WORK TO COMPLETE: Quote the entries that follow exactly, leaving none out.

DATA FOR THE TASK:
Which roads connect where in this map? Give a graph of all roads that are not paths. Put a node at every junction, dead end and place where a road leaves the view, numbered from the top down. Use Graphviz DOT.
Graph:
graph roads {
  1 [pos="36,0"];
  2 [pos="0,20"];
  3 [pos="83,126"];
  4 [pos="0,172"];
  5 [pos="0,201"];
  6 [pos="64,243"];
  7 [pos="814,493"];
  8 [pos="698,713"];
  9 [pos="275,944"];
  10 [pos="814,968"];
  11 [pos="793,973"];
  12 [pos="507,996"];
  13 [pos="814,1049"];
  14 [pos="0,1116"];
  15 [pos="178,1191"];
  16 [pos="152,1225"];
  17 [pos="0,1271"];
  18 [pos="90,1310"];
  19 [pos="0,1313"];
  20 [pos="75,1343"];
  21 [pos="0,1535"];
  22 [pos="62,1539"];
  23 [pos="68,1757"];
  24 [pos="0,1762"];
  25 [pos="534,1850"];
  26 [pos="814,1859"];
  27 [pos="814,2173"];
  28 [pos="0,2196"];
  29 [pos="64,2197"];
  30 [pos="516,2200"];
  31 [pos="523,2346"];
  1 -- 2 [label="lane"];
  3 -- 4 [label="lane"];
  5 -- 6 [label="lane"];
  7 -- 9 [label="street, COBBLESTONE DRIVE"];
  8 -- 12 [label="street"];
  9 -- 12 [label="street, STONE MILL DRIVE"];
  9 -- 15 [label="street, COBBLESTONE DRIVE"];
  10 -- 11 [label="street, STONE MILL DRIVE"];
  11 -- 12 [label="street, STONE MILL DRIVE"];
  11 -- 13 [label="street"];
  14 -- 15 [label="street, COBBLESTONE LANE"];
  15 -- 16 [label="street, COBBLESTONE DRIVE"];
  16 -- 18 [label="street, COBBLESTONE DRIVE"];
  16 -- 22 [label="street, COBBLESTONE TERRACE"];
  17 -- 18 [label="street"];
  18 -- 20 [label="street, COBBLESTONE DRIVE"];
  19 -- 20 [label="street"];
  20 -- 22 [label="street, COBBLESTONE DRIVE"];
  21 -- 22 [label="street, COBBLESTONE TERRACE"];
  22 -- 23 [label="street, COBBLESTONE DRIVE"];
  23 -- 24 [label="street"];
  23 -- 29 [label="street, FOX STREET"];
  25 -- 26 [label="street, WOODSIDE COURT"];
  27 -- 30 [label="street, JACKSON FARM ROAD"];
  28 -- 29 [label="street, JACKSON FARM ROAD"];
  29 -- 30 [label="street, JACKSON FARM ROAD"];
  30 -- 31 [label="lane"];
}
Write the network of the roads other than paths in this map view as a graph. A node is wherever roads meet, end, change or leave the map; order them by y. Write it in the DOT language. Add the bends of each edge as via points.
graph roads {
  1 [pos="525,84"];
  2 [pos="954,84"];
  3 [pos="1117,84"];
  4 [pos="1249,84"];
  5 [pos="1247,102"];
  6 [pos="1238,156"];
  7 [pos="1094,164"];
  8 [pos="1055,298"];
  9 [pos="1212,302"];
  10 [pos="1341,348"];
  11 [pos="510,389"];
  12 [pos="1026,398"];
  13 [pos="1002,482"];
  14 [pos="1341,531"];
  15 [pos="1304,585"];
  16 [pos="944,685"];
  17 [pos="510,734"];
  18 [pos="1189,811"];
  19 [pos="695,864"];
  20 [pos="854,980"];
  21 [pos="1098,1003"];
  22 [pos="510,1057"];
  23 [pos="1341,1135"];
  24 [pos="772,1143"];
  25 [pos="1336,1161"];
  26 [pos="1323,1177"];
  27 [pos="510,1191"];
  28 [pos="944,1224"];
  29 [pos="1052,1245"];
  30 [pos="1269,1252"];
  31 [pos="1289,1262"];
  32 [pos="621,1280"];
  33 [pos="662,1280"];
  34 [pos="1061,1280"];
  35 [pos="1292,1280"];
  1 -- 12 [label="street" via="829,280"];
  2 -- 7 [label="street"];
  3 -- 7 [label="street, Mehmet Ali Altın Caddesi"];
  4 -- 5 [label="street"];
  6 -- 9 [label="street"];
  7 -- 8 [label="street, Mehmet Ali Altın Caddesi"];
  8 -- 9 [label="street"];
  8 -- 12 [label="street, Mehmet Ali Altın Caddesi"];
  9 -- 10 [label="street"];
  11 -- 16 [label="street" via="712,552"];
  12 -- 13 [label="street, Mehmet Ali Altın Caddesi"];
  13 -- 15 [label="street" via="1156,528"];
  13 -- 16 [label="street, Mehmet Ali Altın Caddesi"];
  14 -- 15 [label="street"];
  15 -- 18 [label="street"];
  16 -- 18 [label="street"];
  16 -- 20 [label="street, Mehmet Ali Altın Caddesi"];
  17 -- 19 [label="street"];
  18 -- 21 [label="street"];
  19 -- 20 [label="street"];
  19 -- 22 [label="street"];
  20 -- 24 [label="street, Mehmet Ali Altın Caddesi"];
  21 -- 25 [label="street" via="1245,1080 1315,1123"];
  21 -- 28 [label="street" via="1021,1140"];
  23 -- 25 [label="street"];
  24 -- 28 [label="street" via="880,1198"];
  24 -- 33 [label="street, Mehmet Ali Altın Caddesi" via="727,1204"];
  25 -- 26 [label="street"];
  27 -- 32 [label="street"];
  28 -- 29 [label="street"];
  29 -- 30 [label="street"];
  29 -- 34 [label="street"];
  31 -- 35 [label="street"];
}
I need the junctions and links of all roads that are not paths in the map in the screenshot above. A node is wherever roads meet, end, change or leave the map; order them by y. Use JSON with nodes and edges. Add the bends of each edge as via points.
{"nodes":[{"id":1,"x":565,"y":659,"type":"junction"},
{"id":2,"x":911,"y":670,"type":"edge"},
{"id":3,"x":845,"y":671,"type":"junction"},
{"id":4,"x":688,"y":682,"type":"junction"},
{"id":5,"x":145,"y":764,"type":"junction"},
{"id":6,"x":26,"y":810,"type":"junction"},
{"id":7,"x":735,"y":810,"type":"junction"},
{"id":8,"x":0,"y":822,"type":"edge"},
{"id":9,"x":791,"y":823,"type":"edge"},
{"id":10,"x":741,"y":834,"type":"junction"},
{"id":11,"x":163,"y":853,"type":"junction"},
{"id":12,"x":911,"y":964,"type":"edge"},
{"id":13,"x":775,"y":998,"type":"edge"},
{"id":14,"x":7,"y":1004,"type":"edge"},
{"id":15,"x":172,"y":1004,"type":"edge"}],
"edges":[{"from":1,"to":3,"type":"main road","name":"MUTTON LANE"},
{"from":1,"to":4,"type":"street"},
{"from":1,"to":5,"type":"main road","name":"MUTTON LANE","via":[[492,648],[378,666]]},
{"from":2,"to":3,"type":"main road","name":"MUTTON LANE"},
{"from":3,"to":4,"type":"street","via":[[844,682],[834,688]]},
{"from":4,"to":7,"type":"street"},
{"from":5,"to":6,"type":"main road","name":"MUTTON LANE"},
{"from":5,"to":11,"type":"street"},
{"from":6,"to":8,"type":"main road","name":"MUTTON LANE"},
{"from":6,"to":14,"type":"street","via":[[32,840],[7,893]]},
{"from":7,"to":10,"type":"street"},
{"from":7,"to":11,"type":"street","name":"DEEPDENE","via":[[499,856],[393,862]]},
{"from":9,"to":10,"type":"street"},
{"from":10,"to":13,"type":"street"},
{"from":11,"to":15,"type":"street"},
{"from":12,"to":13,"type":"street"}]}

WRITTEN RESPONSE:
Which roads connect where in this map? Give a graph of all roads that are not paths. Put a node at every junction, dead end and place where a road leaves the view, numbered from the top down. Use Graphviz DOT.
Graph:
graph roads {
  1 [pos="36,0"];
  2 [pos="0,20"];
  3 [pos="83,126"];
  4 [pos="0,172"];
  5 [pos="0,201"];
  6 [pos="64,243"];
  7 [pos="814,493"];
  8 [pos="698,713"];
  9 [pos="275,944"];
  10 [pos="814,968"];
  11 [pos="793,973"];
  12 [pos="507,996"];
  13 [pos="814,1049"];
  14 [pos="0,1116"];
  15 [pos="178,1191"];
  16 [pos="152,1225"];
  17 [pos="0,1271"];
  18 [pos="90,1310"];
  19 [pos="0,1313"];
  20 [pos="75,1343"];
  21 [pos="0,1535"];
  22 [pos="62,1539"];
  23 [pos="68,1757"];
  24 [pos="0,1762"];
  25 [pos="534,1850"];
  26 [pos="814,1859"];
  27 [pos="814,2173"];
  28 [pos="0,2196"];
  29 [pos="64,2197"];
  30 [pos="516,2200"];
  31 [pos="523,2346"];
  1 -- 2 [label="lane"];
  3 -- 4 [label="lane"];
  5 -- 6 [label="lane"];
  7 -- 9 [label="street, COBBLESTONE DRIVE"];
  8 -- 12 [label="street"];
  9 -- 12 [label="street, STONE MILL DRIVE"];
  9 -- 15 [label="street, COBBLESTONE DRIVE"];
  10 -- 11 [label="street, STONE MILL DRIVE"];
  11 -- 12 [label="street, STONE MILL DRIVE"];
  11 -- 13 [label="street"];
  14 -- 15 [label="street, COBBLESTONE LANE"];
  15 -- 16 [label="street, COBBLESTONE DRIVE"];
  16 -- 18 [label="street, COBBLESTONE DRIVE"];
  16 -- 22 [label="street, COBBLESTONE TERRACE"];
  17 -- 18 [label="street"];
  18 -- 20 [label="street, COBBLESTONE DRIVE"];
  19 -- 20 [label="street"];
  20 -- 22 [label="street, COBBLESTONE DRIVE"];
  21 -- 22 [label="street, COBBLESTONE TERRACE"];
  22 -- 23 [label="street, COBBLESTONE DRIVE"];
  23 -- 24 [label="street"];
  23 -- 29 [label="street, FOX STREET"];
  25 -- 26 [label="street, WOODSIDE COURT"];
  27 -- 30 [label="street, JACKSON FARM ROAD"];
  28 -- 29 [label="street, JACKSON FARM ROAD"];
  29 -- 30 [label="street, JACKSON FARM ROAD"];
  30 -- 31 [label="lane"];
}
Write the network of the roads other than paths in this map view as a graph. A node is wherever roads meet, end, change or leave the map; order them by y. Write it in the DOT language. Add the bends of each edge as via points.
graph roads {
  1 [pos="525,84"];
  2 [pos="954,84"];
  3 [pos="1117,84"];
  4 [pos="1249,84"];
  5 [pos="1247,102"];
  6 [pos="1238,156"];
  7 [pos="1094,164"];
  8 [pos="1055,298"];
  9 [pos="1212,302"];
  10 [pos="1341,348"];
  11 [pos="510,389"];
  12 [pos="1026,398"];
  13 [pos="1002,482"];
  14 [pos="1341,531"];
  15 [pos="1304,585"];
  16 [pos="944,685"];
  17 [pos="510,734"];
  18 [pos="1189,811"];
  19 [pos="695,864"];
  20 [pos="854,980"];
  21 [pos="1098,1003"];
  22 [pos="510,1057"];
  23 [pos="1341,1135"];
  24 [pos="772,1143"];
  25 [pos="1336,1161"];
  26 [pos="1323,1177"];
  27 [pos="510,1191"];
  28 [pos="944,1224"];
  29 [pos="1052,1245"];
  30 [pos="1269,1252"];
  31 [pos="1289,1262"];
  32 [pos="621,1280"];
  33 [pos="662,1280"];
  34 [pos="1061,1280"];
  35 [pos="1292,1280"];
  1 -- 12 [label="street" via="829,280"];
  2 -- 7 [label="street"];
  3 -- 7 [label="street, Mehmet Ali Altın Caddesi"];
  4 -- 5 [label="street"];
  6 -- 9 [label="street"];
  7 -- 8 [label="street, Mehmet Ali Altın Caddesi"];
  8 -- 9 [label="street"];
  8 -- 12 [label="street, Mehmet Ali Altın Caddesi"];
  9 -- 10 [label="street"];
  11 -- 16 [label="street" via="712,552"];
  12 -- 13 [label="street, Mehmet Ali Altın Caddesi"];
  13 -- 15 [label="street" via="1156,528"];
  13 -- 16 [label="street, Mehmet Ali Altın Caddesi"];
  14 -- 15 [label="street"];
  15 -- 18 [label="street"];
  16 -- 18 [label="street"];
  16 -- 20 [label="street, Mehmet Ali Altın Caddesi"];
  17 -- 19 [label="street"];
  18 -- 21 [label="street"];
  19 -- 20 [label="street"];
  19 -- 22 [label="street"];
  20 -- 24 [label="street, Mehmet Ali Altın Caddesi"];
  21 -- 25 [label="street" via="1245,1080 1315,1123"];
  21 -- 28 [label="street" via="1021,1140"];
  23 -- 25 [label="street"];
  24 -- 28 [label="street" via="880,1198"];
  24 -- 33 [label="street, Mehmet Ali Altın Caddesi" via="727,1204"];
  25 -- 26 [label="street"];
  27 -- 32 [label="street"];
  28 -- 29 [label="street"];
  29 -- 30 [label="street"];
  29 -- 34 [label="street"];
  31 -- 35 [label="street"];
}
I need the junctions and links of all roads that are not paths in the map in the screenshot above. A node is wherever roads meet, end, change or leave the map; order them by y. Use JSON with nodes and edges. Add the bends of each edge as via points.
{"nodes":[{"id":1,"x":565,"y":659,"type":"junction"},
{"id":2,"x":911,"y":670,"type":"edge"},
{"id":3,"x":845,"y":671,"type":"junction"},
{"id":4,"x":688,"y":682,"type":"junction"},
{"id":5,"x":145,"y":764,"type":"junction"},
{"id":6,"x":26,"y":810,"type":"junction"},
{"id":7,"x":735,"y":810,"type":"junction"},
{"id":8,"x":0,"y":822,"type":"edge"},
{"id":9,"x":791,"y":823,"type":"edge"},
{"id":10,"x":741,"y":834,"type":"junction"},
{"id":11,"x":163,"y":853,"type":"junction"},
{"id":12,"x":911,"y":964,"type":"edge"},
{"id":13,"x":775,"y":998,"type":"edge"},
{"id":14,"x":7,"y":1004,"type":"edge"},
{"id":15,"x":172,"y":1004,"type":"edge"}],
"edges":[{"from":1,"to":3,"type":"main road","name":"MUTTON LANE"},
{"from":1,"to":4,"type":"street"},
{"from":1,"to":5,"type":"main road","name":"MUTTON LANE","via":[[492,648],[378,666]]},
{"from":2,"to":3,"type":"main road","name":"MUTTON LANE"},
{"from":3,"to":4,"type":"street","via":[[844,682],[834,688]]},
{"from":4,"to":7,"type":"street"},
{"from":5,"to":6,"type":"main road","name":"MUTTON LANE"},
{"from":5,"to":11,"type":"street"},
{"from":6,"to":8,"type":"main road","name":"MUTTON LANE"},
{"from":6,"to":14,"type":"street","via":[[32,840],[7,893]]},
{"from":7,"to":10,"type":"street"},
{"from":7,"to":11,"type":"street","name":"DEEPDENE","via":[[499,856],[393,862]]},
{"from":9,"to":10,"type":"street"},
{"from":10,"to":13,"type":"street"},
{"from":11,"to":15,"type":"street"},
{"from":12,"to":13,"type":"street"}]}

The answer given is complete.